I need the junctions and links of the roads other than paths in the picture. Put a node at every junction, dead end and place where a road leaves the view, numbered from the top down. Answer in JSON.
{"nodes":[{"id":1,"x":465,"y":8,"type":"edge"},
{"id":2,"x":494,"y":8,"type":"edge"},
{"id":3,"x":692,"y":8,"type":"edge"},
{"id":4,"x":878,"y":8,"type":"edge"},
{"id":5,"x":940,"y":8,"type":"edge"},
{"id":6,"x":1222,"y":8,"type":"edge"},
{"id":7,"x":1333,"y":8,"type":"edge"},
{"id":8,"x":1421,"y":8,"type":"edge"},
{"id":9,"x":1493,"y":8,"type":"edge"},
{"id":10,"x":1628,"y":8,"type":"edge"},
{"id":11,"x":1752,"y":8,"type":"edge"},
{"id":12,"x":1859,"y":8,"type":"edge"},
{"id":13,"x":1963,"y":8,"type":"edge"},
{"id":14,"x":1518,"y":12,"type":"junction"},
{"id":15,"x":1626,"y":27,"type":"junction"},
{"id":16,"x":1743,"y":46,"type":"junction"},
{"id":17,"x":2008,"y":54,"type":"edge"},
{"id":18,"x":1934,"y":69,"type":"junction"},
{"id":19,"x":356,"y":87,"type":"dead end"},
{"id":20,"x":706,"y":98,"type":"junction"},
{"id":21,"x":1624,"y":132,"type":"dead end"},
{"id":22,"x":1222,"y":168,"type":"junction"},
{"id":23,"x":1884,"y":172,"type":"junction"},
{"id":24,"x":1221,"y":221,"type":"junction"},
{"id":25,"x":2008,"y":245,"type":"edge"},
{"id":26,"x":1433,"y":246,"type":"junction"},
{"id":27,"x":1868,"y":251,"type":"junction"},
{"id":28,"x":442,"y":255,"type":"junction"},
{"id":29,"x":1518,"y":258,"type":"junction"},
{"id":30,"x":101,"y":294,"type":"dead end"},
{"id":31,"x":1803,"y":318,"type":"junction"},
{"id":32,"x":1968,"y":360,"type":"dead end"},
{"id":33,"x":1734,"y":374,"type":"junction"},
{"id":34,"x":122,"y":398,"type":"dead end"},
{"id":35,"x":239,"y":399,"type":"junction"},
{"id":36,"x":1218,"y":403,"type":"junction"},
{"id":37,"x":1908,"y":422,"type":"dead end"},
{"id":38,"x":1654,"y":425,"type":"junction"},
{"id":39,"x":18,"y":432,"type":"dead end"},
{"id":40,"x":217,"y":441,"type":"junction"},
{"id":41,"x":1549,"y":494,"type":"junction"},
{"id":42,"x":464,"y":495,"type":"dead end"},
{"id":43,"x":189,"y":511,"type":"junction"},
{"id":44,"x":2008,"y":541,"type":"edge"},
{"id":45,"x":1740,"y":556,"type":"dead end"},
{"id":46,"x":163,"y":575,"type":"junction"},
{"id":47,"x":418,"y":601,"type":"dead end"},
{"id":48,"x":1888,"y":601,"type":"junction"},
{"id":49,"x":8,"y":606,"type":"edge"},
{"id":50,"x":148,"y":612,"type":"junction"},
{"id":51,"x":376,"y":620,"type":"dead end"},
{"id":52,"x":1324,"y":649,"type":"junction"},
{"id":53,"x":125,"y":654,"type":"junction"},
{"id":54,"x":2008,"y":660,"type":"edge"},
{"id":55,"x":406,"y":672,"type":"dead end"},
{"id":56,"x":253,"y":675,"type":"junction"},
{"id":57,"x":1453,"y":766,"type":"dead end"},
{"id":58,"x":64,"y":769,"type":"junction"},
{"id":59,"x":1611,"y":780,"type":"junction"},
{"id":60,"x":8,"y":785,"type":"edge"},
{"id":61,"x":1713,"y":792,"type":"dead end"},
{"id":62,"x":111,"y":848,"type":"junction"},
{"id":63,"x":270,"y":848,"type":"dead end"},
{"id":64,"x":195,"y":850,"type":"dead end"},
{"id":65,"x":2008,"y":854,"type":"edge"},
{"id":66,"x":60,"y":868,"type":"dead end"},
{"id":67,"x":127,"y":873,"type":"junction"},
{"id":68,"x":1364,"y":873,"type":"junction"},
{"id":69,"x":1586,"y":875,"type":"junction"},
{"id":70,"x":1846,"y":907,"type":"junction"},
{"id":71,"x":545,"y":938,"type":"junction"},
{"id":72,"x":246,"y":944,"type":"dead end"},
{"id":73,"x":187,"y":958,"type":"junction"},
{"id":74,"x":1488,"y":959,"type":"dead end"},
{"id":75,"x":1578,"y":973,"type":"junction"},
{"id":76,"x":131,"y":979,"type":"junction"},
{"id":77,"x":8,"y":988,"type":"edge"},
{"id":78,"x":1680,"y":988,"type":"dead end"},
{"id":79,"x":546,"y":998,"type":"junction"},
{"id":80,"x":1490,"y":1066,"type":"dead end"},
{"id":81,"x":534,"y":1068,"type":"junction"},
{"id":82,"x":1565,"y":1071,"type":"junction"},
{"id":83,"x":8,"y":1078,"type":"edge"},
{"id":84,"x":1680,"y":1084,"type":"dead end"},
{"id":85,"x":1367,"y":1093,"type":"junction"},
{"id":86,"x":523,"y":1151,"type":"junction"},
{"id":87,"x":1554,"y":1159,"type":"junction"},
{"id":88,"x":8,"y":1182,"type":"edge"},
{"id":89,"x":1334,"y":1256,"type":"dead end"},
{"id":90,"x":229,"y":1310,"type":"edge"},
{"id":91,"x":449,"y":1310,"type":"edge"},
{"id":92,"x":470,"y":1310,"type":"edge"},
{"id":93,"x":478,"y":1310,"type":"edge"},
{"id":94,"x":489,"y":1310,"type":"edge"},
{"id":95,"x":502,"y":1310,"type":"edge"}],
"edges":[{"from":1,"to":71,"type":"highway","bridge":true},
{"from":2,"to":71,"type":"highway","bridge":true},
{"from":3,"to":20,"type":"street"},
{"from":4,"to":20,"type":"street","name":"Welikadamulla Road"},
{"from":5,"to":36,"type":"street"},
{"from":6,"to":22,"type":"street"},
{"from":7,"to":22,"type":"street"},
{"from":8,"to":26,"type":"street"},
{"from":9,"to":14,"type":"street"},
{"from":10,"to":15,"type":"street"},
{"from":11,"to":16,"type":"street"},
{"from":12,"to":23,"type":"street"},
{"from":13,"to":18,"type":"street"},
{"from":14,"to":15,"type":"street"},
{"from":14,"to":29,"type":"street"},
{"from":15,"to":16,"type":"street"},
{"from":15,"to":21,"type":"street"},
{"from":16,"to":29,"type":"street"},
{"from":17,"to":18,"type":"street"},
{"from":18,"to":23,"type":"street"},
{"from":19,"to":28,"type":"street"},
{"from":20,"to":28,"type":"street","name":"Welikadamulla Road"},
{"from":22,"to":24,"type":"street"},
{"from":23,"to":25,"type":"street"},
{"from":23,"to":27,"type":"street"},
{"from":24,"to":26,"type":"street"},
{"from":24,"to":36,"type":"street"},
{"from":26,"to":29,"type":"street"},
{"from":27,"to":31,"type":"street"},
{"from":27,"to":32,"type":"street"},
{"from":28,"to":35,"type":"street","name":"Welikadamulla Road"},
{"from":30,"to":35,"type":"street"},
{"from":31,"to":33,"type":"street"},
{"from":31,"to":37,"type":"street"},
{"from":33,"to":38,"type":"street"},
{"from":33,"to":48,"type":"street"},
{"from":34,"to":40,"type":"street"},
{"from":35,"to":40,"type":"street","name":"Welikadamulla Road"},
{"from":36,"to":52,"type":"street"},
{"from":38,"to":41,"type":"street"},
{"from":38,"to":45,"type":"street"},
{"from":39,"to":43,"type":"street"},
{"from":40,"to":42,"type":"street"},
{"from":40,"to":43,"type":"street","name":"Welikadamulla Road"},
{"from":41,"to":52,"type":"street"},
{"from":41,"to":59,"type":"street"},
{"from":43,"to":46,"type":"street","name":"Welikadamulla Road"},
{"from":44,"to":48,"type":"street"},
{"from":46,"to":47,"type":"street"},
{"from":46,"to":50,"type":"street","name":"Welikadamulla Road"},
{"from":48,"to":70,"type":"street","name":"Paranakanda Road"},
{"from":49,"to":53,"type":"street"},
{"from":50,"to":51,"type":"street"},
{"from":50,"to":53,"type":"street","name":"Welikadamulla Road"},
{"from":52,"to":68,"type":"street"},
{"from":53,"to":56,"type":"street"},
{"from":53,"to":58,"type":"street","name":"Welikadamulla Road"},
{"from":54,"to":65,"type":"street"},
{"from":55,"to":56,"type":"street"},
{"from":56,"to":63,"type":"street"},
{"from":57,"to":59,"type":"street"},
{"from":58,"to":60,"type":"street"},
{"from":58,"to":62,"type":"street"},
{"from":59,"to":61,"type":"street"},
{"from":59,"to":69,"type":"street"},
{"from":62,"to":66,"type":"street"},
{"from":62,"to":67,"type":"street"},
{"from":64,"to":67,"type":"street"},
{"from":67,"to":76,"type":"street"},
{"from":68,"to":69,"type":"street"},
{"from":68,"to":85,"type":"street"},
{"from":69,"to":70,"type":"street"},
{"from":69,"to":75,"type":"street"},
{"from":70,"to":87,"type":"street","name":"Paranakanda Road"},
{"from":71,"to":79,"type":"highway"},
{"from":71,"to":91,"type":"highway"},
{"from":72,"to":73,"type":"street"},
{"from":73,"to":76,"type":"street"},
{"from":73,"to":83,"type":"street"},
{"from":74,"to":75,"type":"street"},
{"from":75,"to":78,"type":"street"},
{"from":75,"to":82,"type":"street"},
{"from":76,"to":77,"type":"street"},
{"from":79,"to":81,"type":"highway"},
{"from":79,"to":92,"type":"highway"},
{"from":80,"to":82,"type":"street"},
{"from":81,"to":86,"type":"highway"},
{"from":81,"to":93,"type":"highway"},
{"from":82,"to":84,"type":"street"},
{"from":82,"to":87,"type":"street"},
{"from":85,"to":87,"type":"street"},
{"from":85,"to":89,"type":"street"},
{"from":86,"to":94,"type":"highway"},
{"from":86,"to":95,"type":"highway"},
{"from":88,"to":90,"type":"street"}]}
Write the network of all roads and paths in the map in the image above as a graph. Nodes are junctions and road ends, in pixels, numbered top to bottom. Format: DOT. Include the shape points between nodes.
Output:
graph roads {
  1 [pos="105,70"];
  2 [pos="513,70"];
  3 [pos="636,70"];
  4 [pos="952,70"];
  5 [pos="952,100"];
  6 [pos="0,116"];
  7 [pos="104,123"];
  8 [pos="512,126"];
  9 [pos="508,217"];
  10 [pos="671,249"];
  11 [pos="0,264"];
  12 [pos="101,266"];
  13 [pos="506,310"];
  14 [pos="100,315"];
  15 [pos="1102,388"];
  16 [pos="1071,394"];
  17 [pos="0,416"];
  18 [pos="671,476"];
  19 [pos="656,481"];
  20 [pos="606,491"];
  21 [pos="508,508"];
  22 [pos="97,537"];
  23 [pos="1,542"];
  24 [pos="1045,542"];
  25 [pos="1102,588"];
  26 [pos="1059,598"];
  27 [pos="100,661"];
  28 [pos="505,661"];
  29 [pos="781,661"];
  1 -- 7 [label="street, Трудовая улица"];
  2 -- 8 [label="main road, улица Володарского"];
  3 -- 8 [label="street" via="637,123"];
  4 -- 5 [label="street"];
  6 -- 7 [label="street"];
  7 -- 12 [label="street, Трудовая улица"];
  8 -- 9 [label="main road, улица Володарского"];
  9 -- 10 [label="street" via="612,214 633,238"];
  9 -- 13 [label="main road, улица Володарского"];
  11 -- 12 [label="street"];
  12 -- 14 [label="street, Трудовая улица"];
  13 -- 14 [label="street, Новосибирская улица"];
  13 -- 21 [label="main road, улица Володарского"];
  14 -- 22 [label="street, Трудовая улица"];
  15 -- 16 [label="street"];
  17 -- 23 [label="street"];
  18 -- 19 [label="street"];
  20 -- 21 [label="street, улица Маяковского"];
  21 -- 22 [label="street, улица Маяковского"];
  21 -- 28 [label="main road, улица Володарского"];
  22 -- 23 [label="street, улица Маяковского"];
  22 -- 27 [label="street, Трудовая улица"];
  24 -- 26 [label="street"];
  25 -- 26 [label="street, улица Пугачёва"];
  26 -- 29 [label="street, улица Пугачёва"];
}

**REQUIRED ACTION**. Copy each line of the records that has "graph" in it.

**SOLUTION TO THE EXERCISE**.
Write the network of all roads and paths in the map in the image above as a graph. Nodes are junctions and road ends, in pixels, numbered top to bottom. Format: DOT. Include the shape points between nodes.
graph roads {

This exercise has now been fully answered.